Certain motifs recur nearly every season of Curb: run-ins with staff, who invariably pop up to place bureaucratic limits on Larry’s pursuit of happiness; skirmishes about who pays the bill; the politics of which friends to invite. These incidents skew petty, much like the show itself, but matters of great consequence happen too. In “Lewis Needs a Kidney,” Jeff, Larry’s close friend and manager, tells Larry in the parking lot of a Jack in the Box about the health issues of their mutual friend, the comedian Richard Lewis; Richard himself slyly solicits one of Larry’s kidneys over lunch. In “The Black Swan,” Larry’s cousin, Andy, played by Richard Kind, orders his onions well done at a golf-club dining room, initiating a causal chain of events that results in the death of the titular swan and, possibly, a fellow club member.

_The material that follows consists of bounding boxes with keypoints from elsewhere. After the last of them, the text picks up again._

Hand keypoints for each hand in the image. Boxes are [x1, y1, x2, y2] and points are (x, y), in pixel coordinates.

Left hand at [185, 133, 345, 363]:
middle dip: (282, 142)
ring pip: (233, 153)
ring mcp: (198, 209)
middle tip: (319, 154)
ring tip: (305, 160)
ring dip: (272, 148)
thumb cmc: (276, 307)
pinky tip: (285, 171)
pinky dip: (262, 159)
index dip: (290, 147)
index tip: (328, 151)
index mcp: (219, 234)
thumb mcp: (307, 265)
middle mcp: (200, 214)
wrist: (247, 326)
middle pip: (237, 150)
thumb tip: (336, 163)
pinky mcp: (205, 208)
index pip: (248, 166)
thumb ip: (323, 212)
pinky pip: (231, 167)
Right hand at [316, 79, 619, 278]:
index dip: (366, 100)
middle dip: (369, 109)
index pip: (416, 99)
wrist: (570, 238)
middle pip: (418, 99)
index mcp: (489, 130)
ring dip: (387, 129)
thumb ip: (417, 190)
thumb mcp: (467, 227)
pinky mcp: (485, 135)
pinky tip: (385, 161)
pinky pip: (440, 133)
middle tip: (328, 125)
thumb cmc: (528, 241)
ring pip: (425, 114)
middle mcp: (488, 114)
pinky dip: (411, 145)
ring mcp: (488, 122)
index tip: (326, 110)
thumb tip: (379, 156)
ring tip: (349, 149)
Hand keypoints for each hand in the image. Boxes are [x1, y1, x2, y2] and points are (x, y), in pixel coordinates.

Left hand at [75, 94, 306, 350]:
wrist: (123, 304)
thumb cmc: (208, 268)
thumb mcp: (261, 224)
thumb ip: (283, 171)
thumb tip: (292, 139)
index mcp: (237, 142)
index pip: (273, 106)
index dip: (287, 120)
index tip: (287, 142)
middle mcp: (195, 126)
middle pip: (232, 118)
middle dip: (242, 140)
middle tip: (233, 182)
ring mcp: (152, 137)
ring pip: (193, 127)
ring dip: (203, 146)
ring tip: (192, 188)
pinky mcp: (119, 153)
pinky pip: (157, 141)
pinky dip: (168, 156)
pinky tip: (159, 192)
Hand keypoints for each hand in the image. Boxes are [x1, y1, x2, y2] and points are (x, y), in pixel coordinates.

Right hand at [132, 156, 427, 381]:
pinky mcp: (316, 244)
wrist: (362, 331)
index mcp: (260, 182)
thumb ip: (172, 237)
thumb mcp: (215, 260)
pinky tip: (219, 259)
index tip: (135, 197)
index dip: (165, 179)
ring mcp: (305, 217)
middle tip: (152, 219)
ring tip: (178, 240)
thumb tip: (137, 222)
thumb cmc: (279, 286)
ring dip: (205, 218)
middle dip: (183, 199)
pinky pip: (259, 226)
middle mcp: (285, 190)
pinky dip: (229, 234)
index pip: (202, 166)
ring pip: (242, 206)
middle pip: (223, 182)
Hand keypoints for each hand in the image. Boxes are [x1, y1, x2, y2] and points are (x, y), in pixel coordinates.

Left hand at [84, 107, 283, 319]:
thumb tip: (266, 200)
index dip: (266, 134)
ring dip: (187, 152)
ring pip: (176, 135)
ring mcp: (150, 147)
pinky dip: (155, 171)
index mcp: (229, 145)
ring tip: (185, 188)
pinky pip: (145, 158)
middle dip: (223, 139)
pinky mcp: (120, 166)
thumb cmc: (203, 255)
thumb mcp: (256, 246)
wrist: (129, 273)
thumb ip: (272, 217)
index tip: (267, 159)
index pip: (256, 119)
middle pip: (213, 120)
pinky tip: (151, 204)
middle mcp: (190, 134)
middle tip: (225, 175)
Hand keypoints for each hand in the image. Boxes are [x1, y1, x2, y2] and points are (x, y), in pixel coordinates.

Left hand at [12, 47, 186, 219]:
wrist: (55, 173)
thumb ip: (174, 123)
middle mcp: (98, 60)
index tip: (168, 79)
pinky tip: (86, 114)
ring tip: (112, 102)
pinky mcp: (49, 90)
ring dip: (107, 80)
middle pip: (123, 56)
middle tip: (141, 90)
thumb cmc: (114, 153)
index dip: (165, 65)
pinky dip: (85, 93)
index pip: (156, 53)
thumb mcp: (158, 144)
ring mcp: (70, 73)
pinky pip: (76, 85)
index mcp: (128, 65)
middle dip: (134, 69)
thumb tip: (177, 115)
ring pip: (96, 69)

Every once in a while, a restaurant will provoke the kind of soul-searching Larry refuses to do elsewhere. The deliciousness of a chicken dish at a Palestinian restaurant entices Larry into a new community that applauds his abrasive tendencies toward other Jews, and allows him to meet Shara, who rewards him with “the best sex [he’s] ever had.” When the restaurant opens a second branch next to a Jewish deli, it draws protesters and counterprotesters: Larry’s friends on one side, his appetites on the other. The episode ends with Larry stuck in the middle of warring factions—and between his own split impulses—unable to decide which people are truly his.

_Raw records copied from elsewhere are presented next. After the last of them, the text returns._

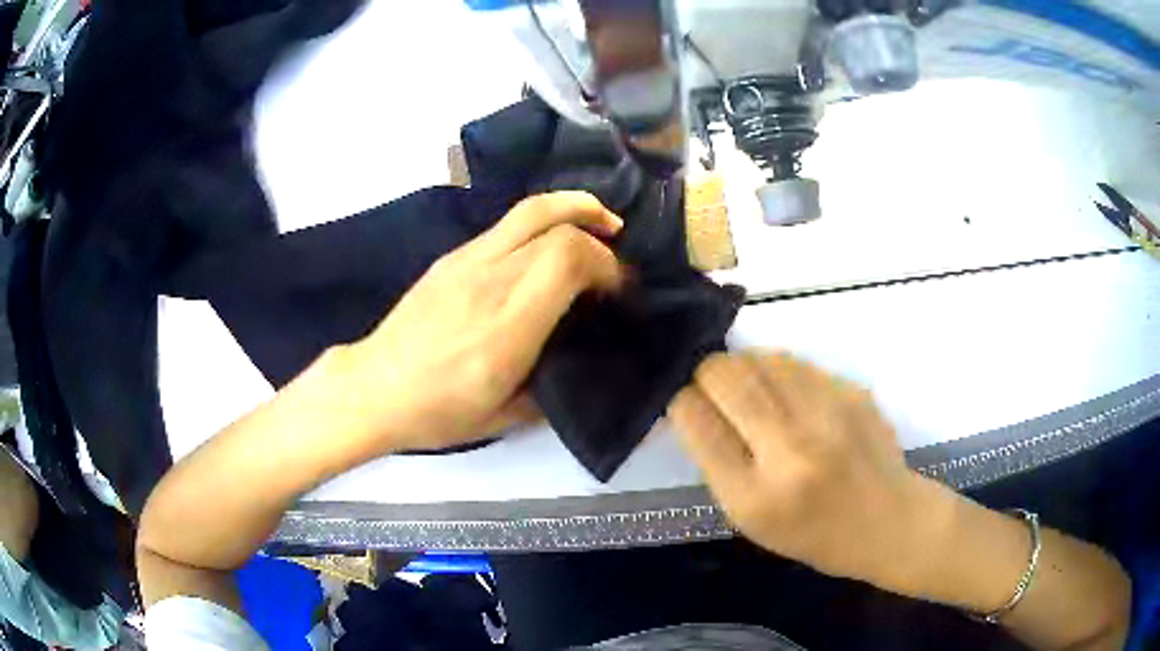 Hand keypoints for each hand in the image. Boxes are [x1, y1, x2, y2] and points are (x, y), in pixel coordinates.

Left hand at [344, 191, 623, 451]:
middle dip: (598, 232)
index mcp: (508, 325)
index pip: (569, 258)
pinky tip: (548, 245)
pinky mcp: (451, 257)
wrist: (374, 388)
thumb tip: (582, 354)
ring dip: (573, 208)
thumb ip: (553, 381)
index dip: (606, 264)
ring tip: (600, 221)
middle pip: (556, 225)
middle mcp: (490, 280)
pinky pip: (506, 224)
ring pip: (530, 209)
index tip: (618, 290)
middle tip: (617, 253)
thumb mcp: (507, 415)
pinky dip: (543, 222)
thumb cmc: (439, 411)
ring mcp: (466, 261)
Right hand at [669, 352, 946, 591]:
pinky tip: (786, 390)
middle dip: (706, 372)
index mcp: (756, 495)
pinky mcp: (852, 391)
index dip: (682, 401)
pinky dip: (778, 370)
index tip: (683, 401)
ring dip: (743, 365)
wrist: (888, 521)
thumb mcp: (751, 520)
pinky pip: (797, 362)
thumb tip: (696, 404)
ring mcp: (828, 413)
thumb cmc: (813, 534)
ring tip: (748, 385)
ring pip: (761, 357)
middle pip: (726, 376)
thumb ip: (720, 463)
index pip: (697, 422)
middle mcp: (791, 448)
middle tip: (710, 384) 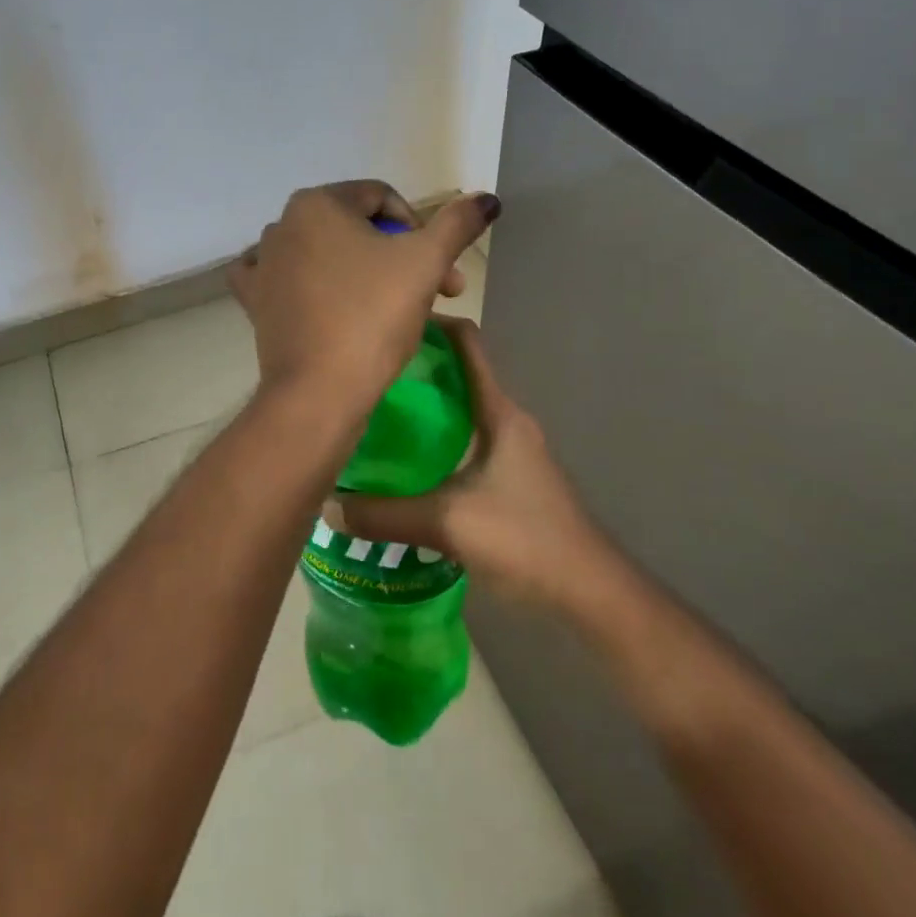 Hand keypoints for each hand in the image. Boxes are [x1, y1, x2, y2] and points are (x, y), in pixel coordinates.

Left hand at [228, 181, 498, 419]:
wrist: (319, 391)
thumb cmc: (373, 316)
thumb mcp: (426, 263)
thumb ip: (457, 224)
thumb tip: (486, 198)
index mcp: (317, 202)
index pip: (383, 198)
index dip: (420, 230)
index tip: (442, 273)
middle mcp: (282, 224)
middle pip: (354, 228)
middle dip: (398, 256)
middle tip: (433, 295)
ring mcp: (263, 264)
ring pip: (324, 253)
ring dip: (361, 272)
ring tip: (390, 308)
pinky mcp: (254, 301)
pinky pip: (283, 279)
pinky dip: (304, 282)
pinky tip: (319, 295)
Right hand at [323, 317, 607, 608]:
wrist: (588, 593)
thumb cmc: (525, 539)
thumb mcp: (447, 524)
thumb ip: (385, 516)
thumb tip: (327, 506)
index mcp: (498, 412)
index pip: (467, 344)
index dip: (432, 324)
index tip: (388, 324)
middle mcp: (506, 422)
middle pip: (457, 376)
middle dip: (414, 371)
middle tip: (364, 376)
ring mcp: (511, 452)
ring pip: (459, 413)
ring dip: (422, 410)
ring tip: (373, 416)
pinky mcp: (510, 480)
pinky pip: (463, 444)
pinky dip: (433, 443)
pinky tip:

Again and again, the rituals of dining out insinuate themselves into Larry’s life. The show makes a feast of these themes in Season 3, when Larry invests in a new restaurant and tries to bring a “first principles” approach to the perfect dining environment, litigating every trivial feature—down to the urinal splash guards. In his book, Gopnik notes that the restaurant, which dates back to the decades before the French Revolution, is one of the oldest examples of the kind of private-public institution that came to dominate modernity. This makes it the ideal petri dish for Larry’s social experiments, which have everything to do with how people should conduct themselves in a shared world. Ironically, the food itself is rarely addressed. (Even the selection of a chef comes down to other criteria: Larry hires a bald applicant out of camaraderie, then fires him when he discovers that the man wears a toupee.) When Cheryl, Larry’s then-wife, asks him why he wants to back a restaurant in the first place, he speaks for the many who have indulged in this particular daydream: “You know, we could hang out there.”

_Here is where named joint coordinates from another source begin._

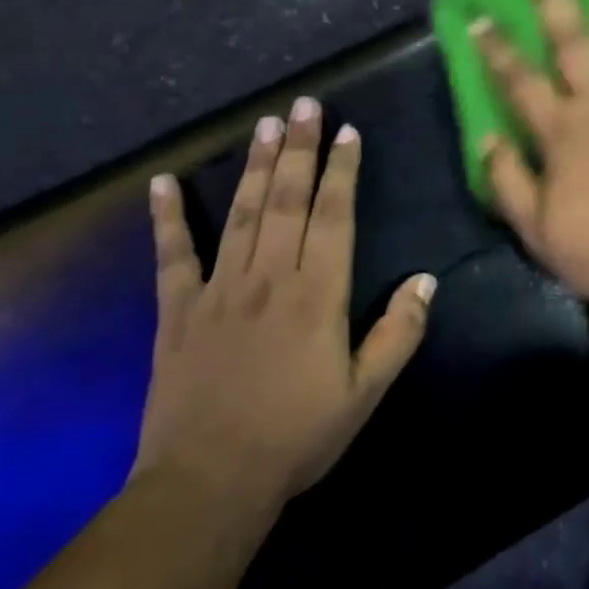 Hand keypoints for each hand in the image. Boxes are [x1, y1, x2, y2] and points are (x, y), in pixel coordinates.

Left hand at [133, 99, 434, 505]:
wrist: (209, 484)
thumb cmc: (297, 437)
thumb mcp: (366, 393)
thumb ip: (398, 333)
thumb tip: (426, 279)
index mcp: (318, 293)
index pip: (334, 215)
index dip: (342, 171)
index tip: (346, 132)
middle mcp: (270, 276)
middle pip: (287, 199)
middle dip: (298, 148)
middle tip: (303, 104)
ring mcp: (218, 289)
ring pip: (241, 213)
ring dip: (253, 165)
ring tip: (264, 124)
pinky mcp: (177, 310)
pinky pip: (171, 255)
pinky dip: (166, 217)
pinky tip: (162, 182)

It’s a relatable feeling: Despite Larry’s centimillionaire status and celebrity stature, his desires are refreshingly ordinary. He wants what most people want—good company, good conversation, a spot near the window—and he is sometimes stymied, sometimes successful. (At the end of “The Ugly Section,” Larry gets the table he craves through some old-fashioned favor-trading.) Curb treats eating out as a lifelong pursuit that resists mastery and rewards strong ties. It celebrates the thrill of minor victories: a well-delivered anecdote, a sweater that wins compliments. The show will be remembered for its forensic send-ups of social norms, but its lasting message is that wherever we sit, we’re all human. Even Larry David.